Der Ausflug stimmte Cornelius im Nachhinein doch etwas nachdenklich. Früher oder später würde er an diese Frau ausgeliehen werden. Ob er dann wohl ihren Anforderungen genügen würde? Oder würde sie ihm gar etwas antun?

Er zuckte zusammen, als er eine Hand auf seiner Schulter spürte. Jonathan grinste ihn an.

"Mach dir nicht so viele Sorgen", meinte er. "Entspann dich."

Als sie kurz darauf das Haus von Jonathan betraten, war Cornelius wieder einmal erstaunt. Während sie in Ruhe gegessen, mit der Vampirina gesprochen und eine brutale Penektomie angesehen hatten, hatten andere inzwischen das gesamte Haus eingeräumt. So ziemlich alles, was sie in der alten Wohnung gehabt hatten, stand jetzt hier.

"Nicht schlecht", murmelte Jonathan und grinste kurz.

Die Sklaven gingen ihrem Meister hinterher, während dieser in Ruhe alles inspizierte. Auch im Schlafzimmer stimmte jetzt wieder alles. Das Bett und alle Schränke standen wieder bereit. Schneller, als es Menschen in der Lage gewesen wären zu tun.

"Sehr schön. Also dann: Samantha? Komm mal kurz her."

Die junge Frau kam ein Stück näher, woraufhin der Vampir ihre Schulter fasste und eine Hand unter ihren Hintern hielt. Sam jappste kurz auf, als kurz darauf die magnetische Kugel regelrecht aus ihrem Hintern geflogen kam und direkt in der Hand von Jonathan landete. Mit der anderen machte er es genauso. Ein Lächeln überzog ihre Lippen.

"Vielen Dank, Meister."

"Geh dich duschen", befahl er ihr. "Gründlich."

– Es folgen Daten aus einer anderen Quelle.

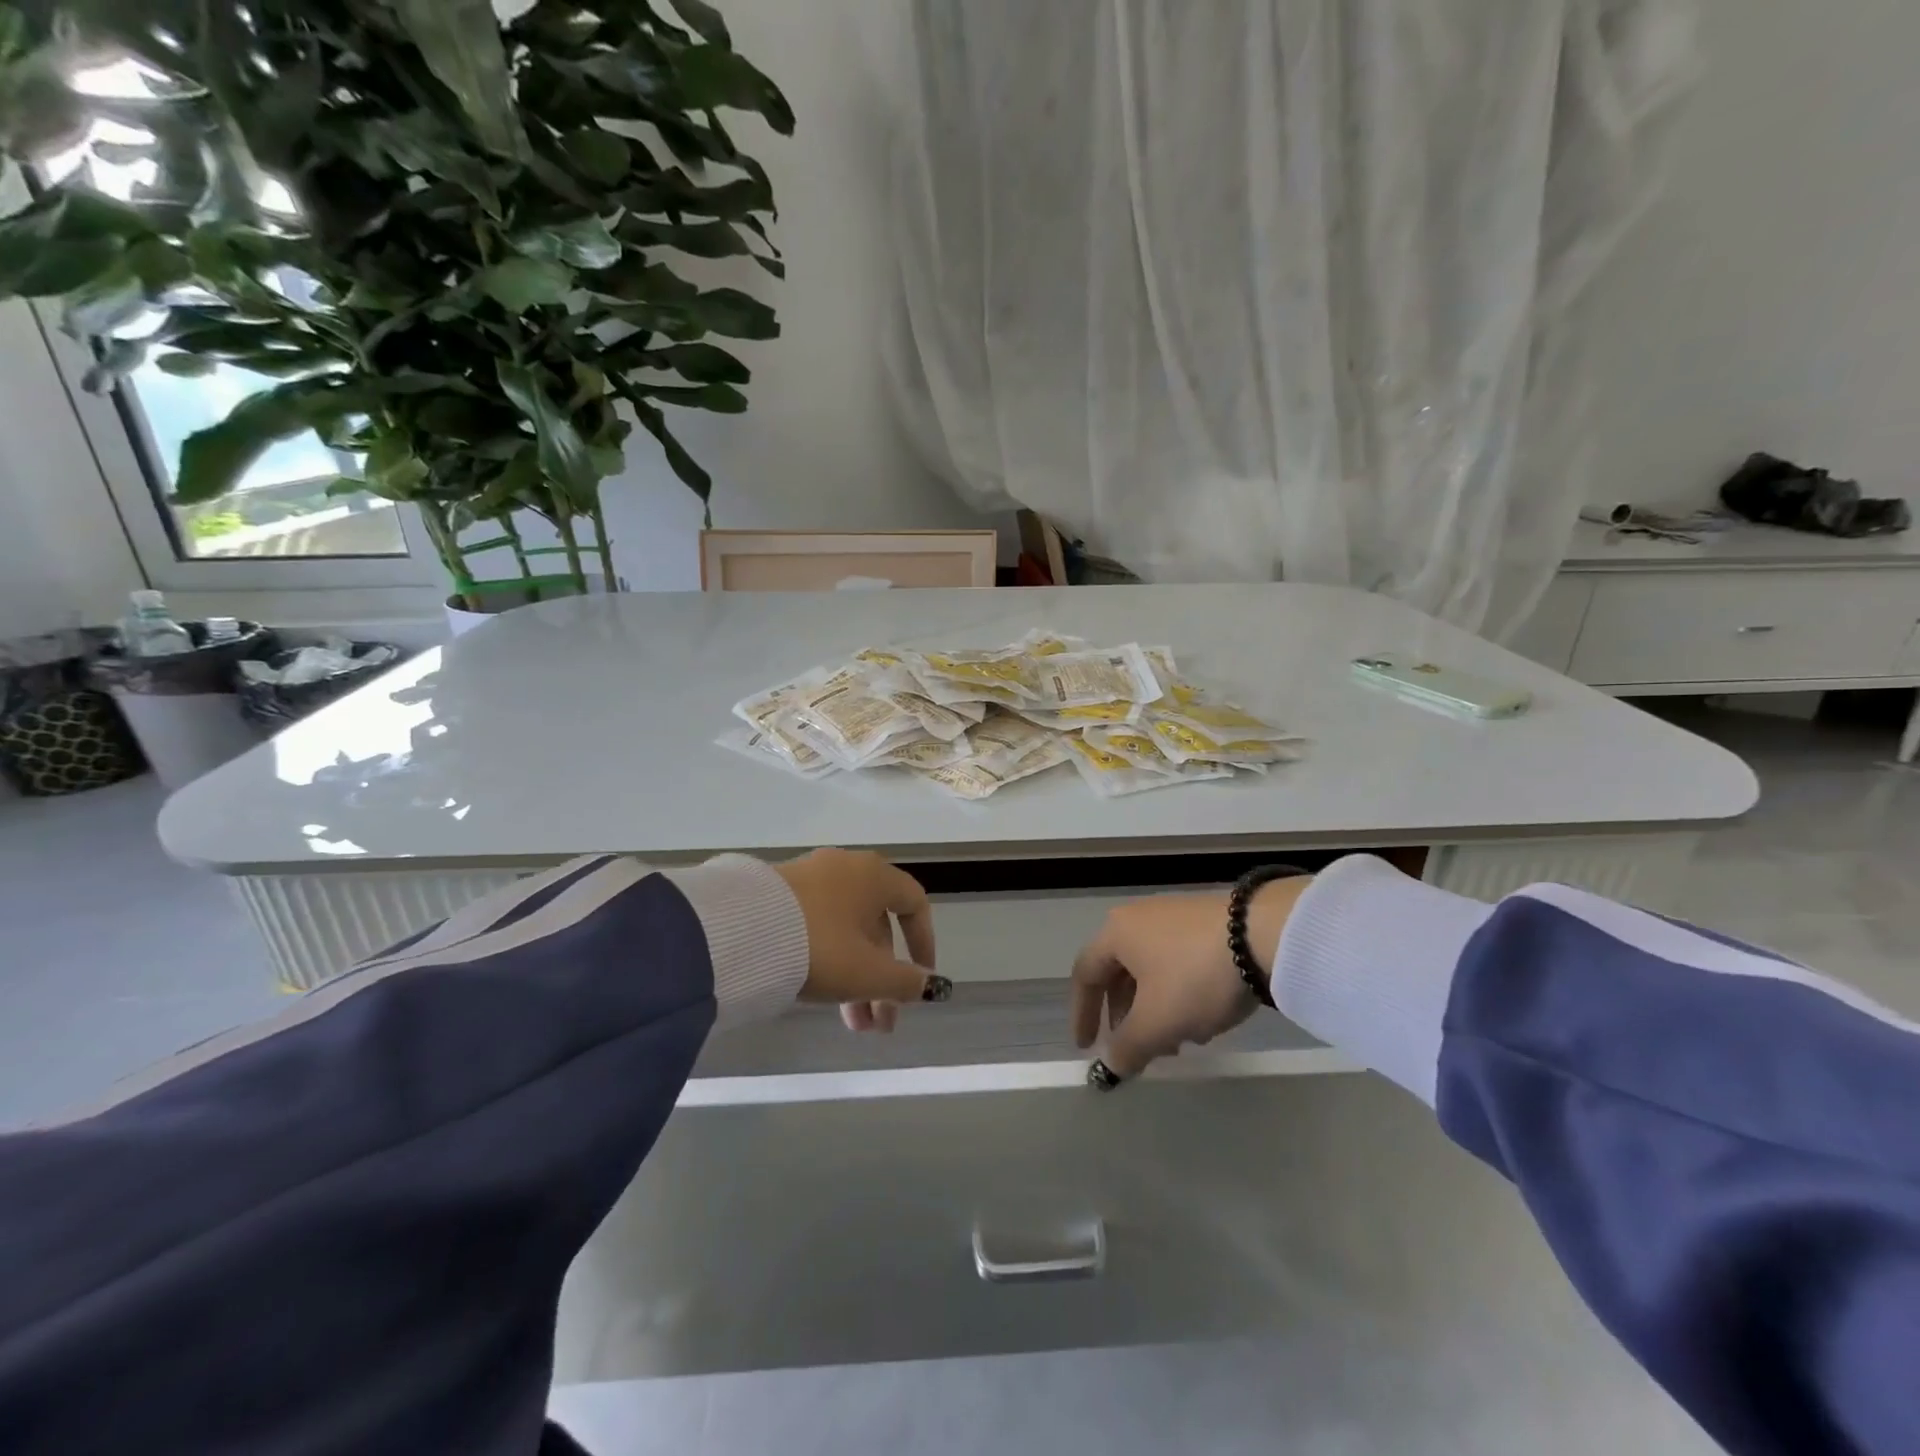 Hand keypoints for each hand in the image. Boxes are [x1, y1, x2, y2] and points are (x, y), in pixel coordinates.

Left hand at [774, 849, 948, 1032]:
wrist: (741, 932)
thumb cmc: (820, 946)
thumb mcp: (868, 973)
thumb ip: (905, 982)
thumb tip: (929, 985)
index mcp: (875, 875)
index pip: (914, 903)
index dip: (924, 943)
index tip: (921, 979)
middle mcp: (846, 869)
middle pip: (877, 927)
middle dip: (883, 980)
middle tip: (879, 1023)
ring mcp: (810, 879)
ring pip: (847, 933)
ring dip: (857, 979)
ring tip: (853, 1027)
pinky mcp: (780, 894)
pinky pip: (818, 928)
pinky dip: (829, 961)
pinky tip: (822, 997)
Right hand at [1070, 877, 1311, 1080]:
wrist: (1265, 934)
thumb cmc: (1194, 976)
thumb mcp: (1157, 1023)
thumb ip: (1127, 1048)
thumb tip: (1111, 1064)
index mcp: (1115, 933)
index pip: (1085, 974)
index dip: (1082, 1014)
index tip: (1087, 1048)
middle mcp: (1138, 918)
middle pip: (1119, 973)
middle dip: (1127, 1017)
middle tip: (1139, 1050)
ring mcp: (1173, 915)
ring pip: (1151, 970)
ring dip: (1155, 1009)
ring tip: (1179, 1041)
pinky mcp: (1205, 921)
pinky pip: (1178, 961)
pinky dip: (1178, 993)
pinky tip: (1204, 1016)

"Natürlich, Meister. Sofort."

Kaum dass sie losgezogen war, schloss der Vampir die Tür und wandte sich an Cornelius. Dieser setzte ein Lächeln auf.

"Meister?"

"Ich muss dich um einen Gefallen bitten", sagte er. "Ich denke, wir brauchen auch eine Lektion für Sam."

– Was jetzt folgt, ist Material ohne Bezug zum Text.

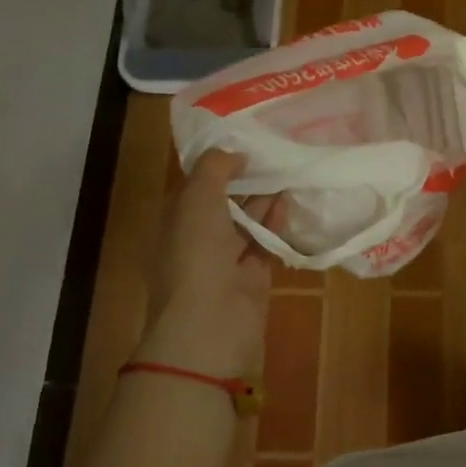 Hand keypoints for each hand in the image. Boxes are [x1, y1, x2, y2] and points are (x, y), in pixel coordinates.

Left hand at [138, 149, 280, 374]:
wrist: (210, 323)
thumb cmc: (196, 255)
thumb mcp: (197, 198)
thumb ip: (215, 168)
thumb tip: (236, 154)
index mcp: (175, 220)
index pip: (196, 185)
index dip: (218, 165)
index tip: (246, 144)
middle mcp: (197, 238)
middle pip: (224, 203)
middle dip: (245, 181)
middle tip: (275, 155)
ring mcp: (224, 260)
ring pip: (246, 223)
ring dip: (264, 200)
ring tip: (289, 173)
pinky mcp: (251, 277)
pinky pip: (264, 243)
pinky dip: (276, 224)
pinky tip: (290, 203) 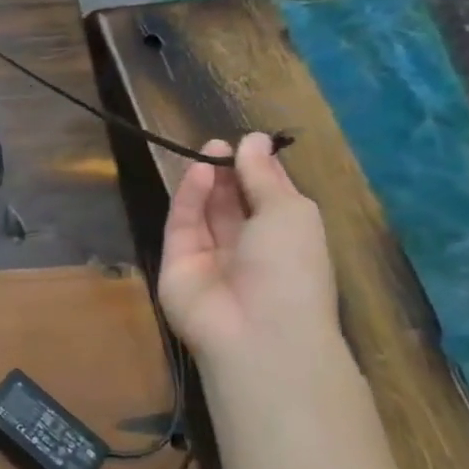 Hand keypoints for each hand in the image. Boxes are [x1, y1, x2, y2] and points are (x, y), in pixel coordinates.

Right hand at [157, 132, 338, 365]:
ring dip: (208, 182)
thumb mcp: (290, 213)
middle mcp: (247, 248)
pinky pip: (182, 225)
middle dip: (228, 172)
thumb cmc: (292, 268)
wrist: (257, 329)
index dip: (258, 170)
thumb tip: (253, 139)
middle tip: (218, 144)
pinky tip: (199, 174)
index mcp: (285, 240)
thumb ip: (264, 176)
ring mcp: (209, 257)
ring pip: (205, 212)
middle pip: (232, 203)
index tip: (248, 142)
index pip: (267, 199)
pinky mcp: (176, 262)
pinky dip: (188, 199)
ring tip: (208, 150) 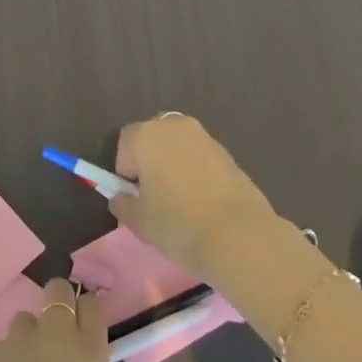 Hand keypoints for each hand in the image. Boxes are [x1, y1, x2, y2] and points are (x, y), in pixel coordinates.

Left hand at [0, 279, 110, 361]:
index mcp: (88, 357)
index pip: (92, 305)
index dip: (86, 313)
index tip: (83, 328)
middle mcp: (54, 338)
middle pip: (56, 291)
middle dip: (57, 306)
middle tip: (53, 342)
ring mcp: (15, 344)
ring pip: (23, 321)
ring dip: (26, 340)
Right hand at [112, 116, 278, 279]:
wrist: (239, 235)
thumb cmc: (177, 223)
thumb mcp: (138, 221)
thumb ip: (123, 204)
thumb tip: (122, 197)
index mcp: (147, 135)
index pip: (125, 142)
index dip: (125, 170)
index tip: (134, 196)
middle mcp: (175, 126)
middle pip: (153, 138)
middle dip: (149, 161)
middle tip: (154, 196)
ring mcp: (205, 137)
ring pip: (179, 147)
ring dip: (174, 166)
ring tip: (180, 202)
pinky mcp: (228, 153)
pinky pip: (201, 158)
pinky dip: (196, 173)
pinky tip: (203, 203)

"Für...Sam?", fragte er vorsichtig. "Wollt ihr..."

"Nein, nichts brutales. So schlimm ist es nicht. Aber ich will sie daran erinnern, dass sie meine Sklavin ist. Mein Spielzeug. Und ich möchte dir gerne die Wahl der Mittel offen lassen."

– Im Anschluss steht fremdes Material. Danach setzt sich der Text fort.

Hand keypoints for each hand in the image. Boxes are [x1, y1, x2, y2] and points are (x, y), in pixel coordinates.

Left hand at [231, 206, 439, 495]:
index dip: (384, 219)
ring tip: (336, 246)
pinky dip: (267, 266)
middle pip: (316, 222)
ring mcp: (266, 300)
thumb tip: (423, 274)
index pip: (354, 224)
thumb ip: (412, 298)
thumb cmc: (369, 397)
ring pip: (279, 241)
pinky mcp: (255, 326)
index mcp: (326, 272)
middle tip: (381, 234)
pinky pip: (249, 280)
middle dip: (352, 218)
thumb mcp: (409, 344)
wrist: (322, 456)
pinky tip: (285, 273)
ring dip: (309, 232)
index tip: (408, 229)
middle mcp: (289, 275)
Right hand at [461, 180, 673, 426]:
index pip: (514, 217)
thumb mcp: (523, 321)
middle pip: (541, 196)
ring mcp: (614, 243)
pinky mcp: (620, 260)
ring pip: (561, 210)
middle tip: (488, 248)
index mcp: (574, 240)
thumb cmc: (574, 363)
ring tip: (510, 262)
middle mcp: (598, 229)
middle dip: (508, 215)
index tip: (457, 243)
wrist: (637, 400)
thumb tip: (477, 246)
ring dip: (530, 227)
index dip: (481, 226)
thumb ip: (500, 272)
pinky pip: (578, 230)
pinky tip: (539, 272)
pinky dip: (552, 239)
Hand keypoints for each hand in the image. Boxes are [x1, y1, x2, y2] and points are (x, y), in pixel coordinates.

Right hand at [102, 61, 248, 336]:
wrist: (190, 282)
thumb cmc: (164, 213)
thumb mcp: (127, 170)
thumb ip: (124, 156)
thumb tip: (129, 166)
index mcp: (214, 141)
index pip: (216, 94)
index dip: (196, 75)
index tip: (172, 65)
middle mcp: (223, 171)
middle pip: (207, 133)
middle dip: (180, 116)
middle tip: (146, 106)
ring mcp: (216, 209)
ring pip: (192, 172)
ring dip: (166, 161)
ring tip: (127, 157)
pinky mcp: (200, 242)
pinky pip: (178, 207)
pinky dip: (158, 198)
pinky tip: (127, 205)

Einen Moment lang war Cornelius erstaunt, dann nickte er langsam.

"Woran dachtet ihr, Meister?"

"Das überlasse ich dir."

"Darf ich kurz einen Blick in die Schränke werfen? Was wir alles haben?"

"Aber bitte."

Die Schränke, auf die sich Cornelius bezog, waren in einem anderen Raum, wo er auch kurz hin verschwand. Er öffnete einige und schaute, was so da war. Die Sammlung war noch immer erstaunlich, wie er feststellen konnte. Ihm kam auch eine Idee, die er dann, kaum zurück im Schlafzimmer, seinem Meister mit pochendem Herzen vortrug. Der Vampir grinste zunächst, lachte dann schließlich. Er war einverstanden.